I’ve got an NDA, so I'm covered. Right?

By Nicole Kim, Technology Transactions Group


Like many companies, yours may be familiar with NDAs (Non-Disclosure Agreements) or Confidentiality Agreements and may also be good about getting potential clients or vendors to sign one before sharing sensitive information. But what happens next? Once it’s signed, you don’t have to worry about the other side spilling the beans, right?. Not exactly. Here are a few quick items to check against before sharing information you would not want to end up in the wrong hands.

  1. Mutual vs One Way - When you originally signed the NDA with the other party, it may have been a one-way NDA, meaning only one side had the obligation to protect the other side's confidential information (CI). So, if your NDA says you'll be the one protecting their information, and not the other way around, your company's information isn’t being protected. Either get another NDA protecting your information or better yet, make it mutual from the start.

  2. Timeframe. - You've checked that your company's information is protected, that's great. Is the NDA still in effect, or has it expired? Make sure to check the timeframe of disclosure that the NDA protects. Some NDAs are set to expire after a set amount of time from the signature date while others expire when an engagement is entered into under a service agreement or other type of agreement. If the NDA is replaced by a commercial agreement (e.g., Services Agreement), that agreement will likely have its own confidentiality provisions, which will control. As a side note, it makes sense to limit the timeframe of the NDA, however, it's best practice to continue to protect trade secrets for as long as they are considered a trade secret (especially if you think you have something that could be of great potential value).

  3. Scope and Purpose - Commonly, NDAs will have a limited scope or purpose. A limited scope NDA is often used when two companies are evaluating a potential commercial engagement.

EXAMPLE: Company X, which provides staff augmentation services, is speaking to Company Y about providing extra qualified personnel for a big project Company Y just landed. They enter a limited scope NDA for the limited purpose of deciding whether or not Company X is the right fit for Company Y's project. They decide to engage. A year later, Company Y confirms the original NDA is not expired or terminated yet and discloses its “secret sauce” technology to Company X in order to evaluate possibly developing new software together. Unfortunately, the original NDA was limited to the scope of the staffing engagement, so Company X has just exposed its key tech without protection.


Takeaway: Be careful limiting the scope of your NDAs, especially if there's a possibility that the business relationship might evolve in the foreseeable future.

Additional Thoughts


Although NDAs and Confidentiality Agreements are fairly standard and simple contracts types out there, you should look out for a few of these pitfalls:

  1. NDAs with Competitors - When you're engaging with competitors or potential competitors, you will want to confirm that your NDA has not only non-disclosure obligations but usage restrictions as well. It’s a good idea to be explicit on this point in your NDAs, especially when sharing particularly sensitive information with competitors. Ambiguity in the drafting could allow your competitors to use the information you provided in order to build a more competitive product or service for themselves or use information about your relationship with your clients or vendors to lure them over to their side.

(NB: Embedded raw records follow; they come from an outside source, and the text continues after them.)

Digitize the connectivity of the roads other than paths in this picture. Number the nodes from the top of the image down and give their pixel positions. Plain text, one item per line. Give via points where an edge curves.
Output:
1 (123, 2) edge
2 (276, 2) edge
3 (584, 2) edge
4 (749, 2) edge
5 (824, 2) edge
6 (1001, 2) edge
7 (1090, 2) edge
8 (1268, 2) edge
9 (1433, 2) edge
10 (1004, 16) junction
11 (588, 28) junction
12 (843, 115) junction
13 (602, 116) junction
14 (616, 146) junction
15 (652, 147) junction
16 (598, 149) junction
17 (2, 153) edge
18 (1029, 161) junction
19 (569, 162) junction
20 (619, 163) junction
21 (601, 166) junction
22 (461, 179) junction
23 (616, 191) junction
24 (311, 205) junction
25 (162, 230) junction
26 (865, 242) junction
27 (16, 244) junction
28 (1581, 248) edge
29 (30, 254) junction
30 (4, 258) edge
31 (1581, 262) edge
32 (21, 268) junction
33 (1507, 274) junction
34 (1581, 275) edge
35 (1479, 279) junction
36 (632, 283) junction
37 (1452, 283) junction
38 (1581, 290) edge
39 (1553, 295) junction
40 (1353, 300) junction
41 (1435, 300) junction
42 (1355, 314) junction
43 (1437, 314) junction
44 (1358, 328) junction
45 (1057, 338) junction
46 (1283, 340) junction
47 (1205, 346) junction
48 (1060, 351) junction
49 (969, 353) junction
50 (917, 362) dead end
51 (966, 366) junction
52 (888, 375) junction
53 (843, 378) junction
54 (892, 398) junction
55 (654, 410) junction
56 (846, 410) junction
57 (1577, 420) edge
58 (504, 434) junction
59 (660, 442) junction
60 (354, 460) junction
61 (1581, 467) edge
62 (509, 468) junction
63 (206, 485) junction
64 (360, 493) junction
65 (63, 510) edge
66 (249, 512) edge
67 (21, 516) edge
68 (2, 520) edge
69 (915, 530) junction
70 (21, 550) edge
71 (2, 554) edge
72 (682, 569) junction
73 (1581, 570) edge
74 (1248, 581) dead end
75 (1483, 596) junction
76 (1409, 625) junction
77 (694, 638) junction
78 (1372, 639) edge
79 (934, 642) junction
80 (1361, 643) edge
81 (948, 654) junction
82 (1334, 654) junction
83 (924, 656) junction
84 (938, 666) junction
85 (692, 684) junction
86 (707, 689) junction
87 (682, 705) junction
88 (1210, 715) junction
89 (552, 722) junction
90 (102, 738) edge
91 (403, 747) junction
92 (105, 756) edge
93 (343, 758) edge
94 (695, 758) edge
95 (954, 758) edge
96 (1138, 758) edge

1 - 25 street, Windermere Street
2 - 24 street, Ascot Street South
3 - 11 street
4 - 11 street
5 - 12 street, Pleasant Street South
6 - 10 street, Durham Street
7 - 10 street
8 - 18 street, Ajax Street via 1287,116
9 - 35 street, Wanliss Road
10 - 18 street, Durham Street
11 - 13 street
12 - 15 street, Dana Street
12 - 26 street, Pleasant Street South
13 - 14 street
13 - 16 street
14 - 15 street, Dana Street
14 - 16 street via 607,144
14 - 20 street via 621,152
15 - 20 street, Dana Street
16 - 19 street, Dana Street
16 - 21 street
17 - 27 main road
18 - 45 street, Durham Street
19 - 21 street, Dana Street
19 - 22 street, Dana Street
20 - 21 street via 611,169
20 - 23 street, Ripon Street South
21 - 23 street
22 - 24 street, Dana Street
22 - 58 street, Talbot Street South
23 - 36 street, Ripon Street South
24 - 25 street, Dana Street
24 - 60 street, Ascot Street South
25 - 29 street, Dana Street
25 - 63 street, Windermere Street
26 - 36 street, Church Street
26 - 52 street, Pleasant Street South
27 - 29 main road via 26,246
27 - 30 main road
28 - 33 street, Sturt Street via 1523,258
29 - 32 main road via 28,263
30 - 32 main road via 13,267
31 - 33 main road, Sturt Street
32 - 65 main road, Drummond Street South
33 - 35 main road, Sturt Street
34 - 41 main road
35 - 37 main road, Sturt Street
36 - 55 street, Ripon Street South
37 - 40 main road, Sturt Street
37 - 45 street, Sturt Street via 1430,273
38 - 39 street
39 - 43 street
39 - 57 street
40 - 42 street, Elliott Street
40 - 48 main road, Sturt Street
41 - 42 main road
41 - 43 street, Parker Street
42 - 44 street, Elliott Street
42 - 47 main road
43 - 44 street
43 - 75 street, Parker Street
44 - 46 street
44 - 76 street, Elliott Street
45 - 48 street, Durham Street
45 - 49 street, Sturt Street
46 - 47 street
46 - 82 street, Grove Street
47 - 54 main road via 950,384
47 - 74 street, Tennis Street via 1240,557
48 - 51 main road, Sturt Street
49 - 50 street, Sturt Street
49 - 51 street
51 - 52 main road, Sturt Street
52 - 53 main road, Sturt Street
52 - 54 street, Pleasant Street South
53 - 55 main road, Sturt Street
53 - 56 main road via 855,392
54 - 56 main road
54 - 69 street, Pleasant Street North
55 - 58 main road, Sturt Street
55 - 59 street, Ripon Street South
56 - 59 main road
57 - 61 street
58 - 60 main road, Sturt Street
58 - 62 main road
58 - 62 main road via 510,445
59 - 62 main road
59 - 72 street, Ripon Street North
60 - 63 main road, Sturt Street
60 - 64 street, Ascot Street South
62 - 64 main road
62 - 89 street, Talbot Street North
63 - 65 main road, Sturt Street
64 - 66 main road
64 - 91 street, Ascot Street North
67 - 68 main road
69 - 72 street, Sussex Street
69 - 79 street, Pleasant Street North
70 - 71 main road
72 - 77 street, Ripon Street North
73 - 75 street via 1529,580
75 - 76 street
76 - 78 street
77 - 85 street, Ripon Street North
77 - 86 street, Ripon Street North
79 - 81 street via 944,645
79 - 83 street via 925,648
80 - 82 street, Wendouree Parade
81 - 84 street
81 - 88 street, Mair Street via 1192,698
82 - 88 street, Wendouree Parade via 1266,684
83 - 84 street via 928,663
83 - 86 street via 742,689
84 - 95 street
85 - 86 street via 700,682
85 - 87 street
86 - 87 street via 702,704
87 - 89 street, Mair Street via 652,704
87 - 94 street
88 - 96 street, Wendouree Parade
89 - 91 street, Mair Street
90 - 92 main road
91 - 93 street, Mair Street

  2. Return or Destroy - The party receiving CI is often required to return or destroy that CI at termination or expiration of the underlying NDA. This makes sense. But what about your recordkeeping to meet compliance requirements, under your tax records policies, under privacy and security policies, and the like? And what about data that’s automatically archived or backed up and would be an administrative nightmare to find and destroy? To avoid a possible quibble when that time comes (especially if things go sour), it's better to include a carveout at the onset that excludes from the deletion and return requirement, copies required for legal recordkeeping purposes, and archived or backup copies.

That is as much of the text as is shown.